The executive summary does not do this report justice. There are dozens of hidden gems within the report. I recommend reading the report in its entirety. I was very pleased to see from the report's regression analysis that price has the strongest correlation with broadband penetration. This is something that I have been claiming, based on a paper written for Scientific American way back in 1993!! This paper demonstrated, for a variety of telecommunication technologies – telephone, cable, PC – price was the single biggest determining factor for adoption rates. Most people are surprised that the telephone took over 75 years to reach 50% penetration. But if you measure the price of telephony in terms of per average per capita income, you discover historically it has been a very expensive technology. And what drives price ?----competition!
"In a new report examining in depth broadband policies in 9 nations the Information Technology and Innovation Foundation concludes that while we shouldn’t look to other nations for silver bullets or assume that practices in one nation will automatically work in another, U.S. policymakers can and should look to broadband best practices in other nations. Learning the right lessons and emulating the right policies here will enable the United States to improve our broadband performance faster than in the absence of proactive policies. The report analyzes the extent to which policy and non-policy factors drive broadband performance, and how broadband policies related to national leadership, incentives, competition, rural access, and consumer demand affect national broadband performance. Based on these findings the report makes a number of recommendations to boost U.S. broadband performance.
Also included in the report are the updated 2008 ITIF Broadband Rankings, a composite measure of broadband penetration, speed and price among OECD countries.

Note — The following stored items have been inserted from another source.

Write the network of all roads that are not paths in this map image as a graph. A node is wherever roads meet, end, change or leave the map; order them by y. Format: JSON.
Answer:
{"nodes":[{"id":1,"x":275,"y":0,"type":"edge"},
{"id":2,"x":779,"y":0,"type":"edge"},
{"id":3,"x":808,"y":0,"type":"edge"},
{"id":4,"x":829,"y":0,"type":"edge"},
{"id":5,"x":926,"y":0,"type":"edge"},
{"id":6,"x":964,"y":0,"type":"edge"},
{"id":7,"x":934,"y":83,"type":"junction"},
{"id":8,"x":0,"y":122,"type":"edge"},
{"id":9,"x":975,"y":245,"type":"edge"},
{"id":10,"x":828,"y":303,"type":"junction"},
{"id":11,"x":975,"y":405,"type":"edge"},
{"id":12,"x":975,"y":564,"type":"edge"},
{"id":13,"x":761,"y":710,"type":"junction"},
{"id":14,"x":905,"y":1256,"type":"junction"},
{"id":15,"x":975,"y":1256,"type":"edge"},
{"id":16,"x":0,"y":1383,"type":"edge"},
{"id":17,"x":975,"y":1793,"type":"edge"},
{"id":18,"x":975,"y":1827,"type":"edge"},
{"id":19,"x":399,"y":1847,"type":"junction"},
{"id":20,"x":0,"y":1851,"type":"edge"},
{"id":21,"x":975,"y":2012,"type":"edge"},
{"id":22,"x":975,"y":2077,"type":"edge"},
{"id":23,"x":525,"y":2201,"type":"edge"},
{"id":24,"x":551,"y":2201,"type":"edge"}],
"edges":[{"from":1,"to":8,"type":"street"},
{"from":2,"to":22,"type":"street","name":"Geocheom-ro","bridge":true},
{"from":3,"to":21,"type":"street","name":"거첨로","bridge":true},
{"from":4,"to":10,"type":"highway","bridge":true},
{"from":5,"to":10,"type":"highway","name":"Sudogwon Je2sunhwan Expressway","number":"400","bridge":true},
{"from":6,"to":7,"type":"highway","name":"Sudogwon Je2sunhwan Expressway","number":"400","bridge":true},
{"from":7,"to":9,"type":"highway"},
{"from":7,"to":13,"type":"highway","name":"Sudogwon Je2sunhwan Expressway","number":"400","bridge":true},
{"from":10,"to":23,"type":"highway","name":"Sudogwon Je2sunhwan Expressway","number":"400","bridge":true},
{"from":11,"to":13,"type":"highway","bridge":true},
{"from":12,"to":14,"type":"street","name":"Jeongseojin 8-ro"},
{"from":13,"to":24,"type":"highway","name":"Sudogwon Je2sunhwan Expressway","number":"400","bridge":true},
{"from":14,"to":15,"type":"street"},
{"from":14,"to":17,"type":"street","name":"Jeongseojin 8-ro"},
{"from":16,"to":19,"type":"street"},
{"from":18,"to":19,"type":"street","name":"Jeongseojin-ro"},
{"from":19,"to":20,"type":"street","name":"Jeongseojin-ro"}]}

When these factors are considered together, the United States ranks 15th out of 30 OECD nations in broadband performance.
The executive summary can be accessed at http://www.itif.org/files/2008BBExecutiveSummary.pdf.
The full report can be accessed at http://www.itif.org/files/ExplainingBBLeadership.pdf."
Broadband Enables Wyoming To Teach English to South Korea
I read a tremendous article found in Jim Baller's [http://www.casperstartribune.com/articles/2008/05/09/news/breaking/doc4824787da7b01237580282.txt] regular email newsletter earlier this week that highlights a number of interesting and important points.
It details an initiative where 150 teachers are going to be finding employment in Wyoming teaching South Koreans how to speak English.
Firstly, it's a tremendous example of the use of broadband as the teaching is conducted via videoconferencing.
Secondly, they specifically mention that what makes this possible is the fact that Powell, Wyoming, where the teachers will be located, is deploying a full fiber network with the capacity to enable high quality videoconferencing.
Thirdly, it's another example of how broadband enables the creation of new jobs that allow people to work from home.
Fourthly, it shows how there are businesses to be made catering to educational pursuits and not just entertainment related endeavors.
Fifthly, it shows how far ahead South Korea is in their use of broadband to enable better education.
Lastly, and unfortunately not necessarily a positive, it highlights the fact that South Koreans are aggressively pursuing applications that can not only be a good business but also benefit society as the money behind this comes not from the US but a South Korean venture capitalist.
Whew, that's a lot of points hit in an article that's not much longer than this post, but there's simply no denying how many relevant points it touches upon.
But what I think I like about it most is that even though it's being funded and driven by South Koreans, it's still creating new jobs here in the US. It's jobs like these that will help us reverse the trend of outsourcing so that other countries can come to rely on the expertise, know how, and hard work of the American people.
And it's important to never forget that this is all possible only through the power of broadband.